Synthesis, characterization and in vitro cytotoxicity studies of platinum(IV) complexes with thiouracil ligands

Reactions of [PtMe3(bpy)(Me2CO)][BF4] (2) with the thionucleobases 2-thiouracil (s2Ura), 4-thiouracil (s4Ura) and 2,4-dithiouracil (s2s4Ura) resulted in the formation of complexes of the type [PtMe3(bpy)(L-κS)][BF4] (L = s2Ura, 3; s4Ura, 4; s2s4Ura, 5). The complexes were characterized by NMR spectroscopy (1H, 13C, 195Pt), IR spectroscopy as well as microanalyses. The coordination through the C4S groups (4, 5) was additionally confirmed by DFT calculations, where it was shown that these complexes [PtMe3(bpy)(L-κS4)]+ (L = s4Ura, s2s4Ura) are about 5.8 (4b) and 3.3 kcal/mol (5b), respectively, more stable than the respective complexes, having thiouracil ligands bound through the C2X groups (X = O, 4a; S, 5a). For [PtMe3(bpy)(s2Ura-κS2)][BF4] (3) no preferred coordination mode could be assigned solely based on DFT calculations. Analysis of NMR spectra showed the κS2 coordination. In vitro cytotoxic studies of complexes 3−5 on nine different cell lines (8505C, A253, FaDu, A431, A549, A2780, DLD-1, HCT-8, HT-29) revealed in most cases moderate activities. However, 3 and 5 showed significant activity towards A549 and A2780, respectively, possessing IC50 values comparable to those of cisplatin. Cell cycle perturbations and trypan blue exclusion test on cancer cell line A431 using [PtMe3(bpy)(s2s4Ura-κS4)][BF4] (5) showed induction of apoptotic cell death.
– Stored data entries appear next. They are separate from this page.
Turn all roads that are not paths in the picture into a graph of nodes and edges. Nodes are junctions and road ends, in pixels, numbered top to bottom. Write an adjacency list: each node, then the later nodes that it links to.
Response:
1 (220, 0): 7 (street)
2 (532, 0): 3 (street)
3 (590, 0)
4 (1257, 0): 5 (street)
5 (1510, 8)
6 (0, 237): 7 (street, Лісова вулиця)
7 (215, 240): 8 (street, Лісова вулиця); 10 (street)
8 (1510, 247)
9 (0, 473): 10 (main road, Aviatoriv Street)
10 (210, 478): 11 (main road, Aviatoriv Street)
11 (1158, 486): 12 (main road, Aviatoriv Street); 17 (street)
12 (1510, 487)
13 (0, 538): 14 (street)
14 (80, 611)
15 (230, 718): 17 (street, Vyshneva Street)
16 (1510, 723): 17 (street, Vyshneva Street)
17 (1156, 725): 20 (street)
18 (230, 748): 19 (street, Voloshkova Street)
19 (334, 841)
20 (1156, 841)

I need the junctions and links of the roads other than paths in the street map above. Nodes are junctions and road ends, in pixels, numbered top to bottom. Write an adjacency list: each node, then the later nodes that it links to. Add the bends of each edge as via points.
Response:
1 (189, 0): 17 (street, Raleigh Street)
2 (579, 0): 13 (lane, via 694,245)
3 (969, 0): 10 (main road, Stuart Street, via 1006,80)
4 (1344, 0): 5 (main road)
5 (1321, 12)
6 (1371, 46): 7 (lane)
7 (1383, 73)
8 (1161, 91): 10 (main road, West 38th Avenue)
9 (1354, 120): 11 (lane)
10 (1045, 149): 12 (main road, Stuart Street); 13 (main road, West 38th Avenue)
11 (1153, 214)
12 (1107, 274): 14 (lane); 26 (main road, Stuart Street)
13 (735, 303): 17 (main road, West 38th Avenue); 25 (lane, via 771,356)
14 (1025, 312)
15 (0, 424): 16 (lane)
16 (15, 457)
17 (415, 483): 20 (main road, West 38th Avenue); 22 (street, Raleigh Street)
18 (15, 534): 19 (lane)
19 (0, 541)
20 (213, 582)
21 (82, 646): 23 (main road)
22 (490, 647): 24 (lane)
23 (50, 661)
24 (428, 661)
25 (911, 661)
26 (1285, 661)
Furthermore, the reaction of [PtMe3(OAc-κ2O,O′)(Me2CO)] (6) with 4-thiouracil yielded the dinuclear complex [(PtMe3)2(μ-s4Ura–H)2] (7), which has been characterized by microanalysis, NMR (1H, 13C, 195Pt) and IR spectroscopy as well as ESI mass spectrometry. X-ray diffraction analysis of crystals yielded in an isolated case exhibited the presence of a hexanuclear thiouracilato platinum(IV) complex, possessing each three different kinds of methyl platinum(IV) moieties and 4-thiouracilato ligands. This exhibited the ability of 4-thiouracil platinum(IV) complexes to form multinuclear complexes.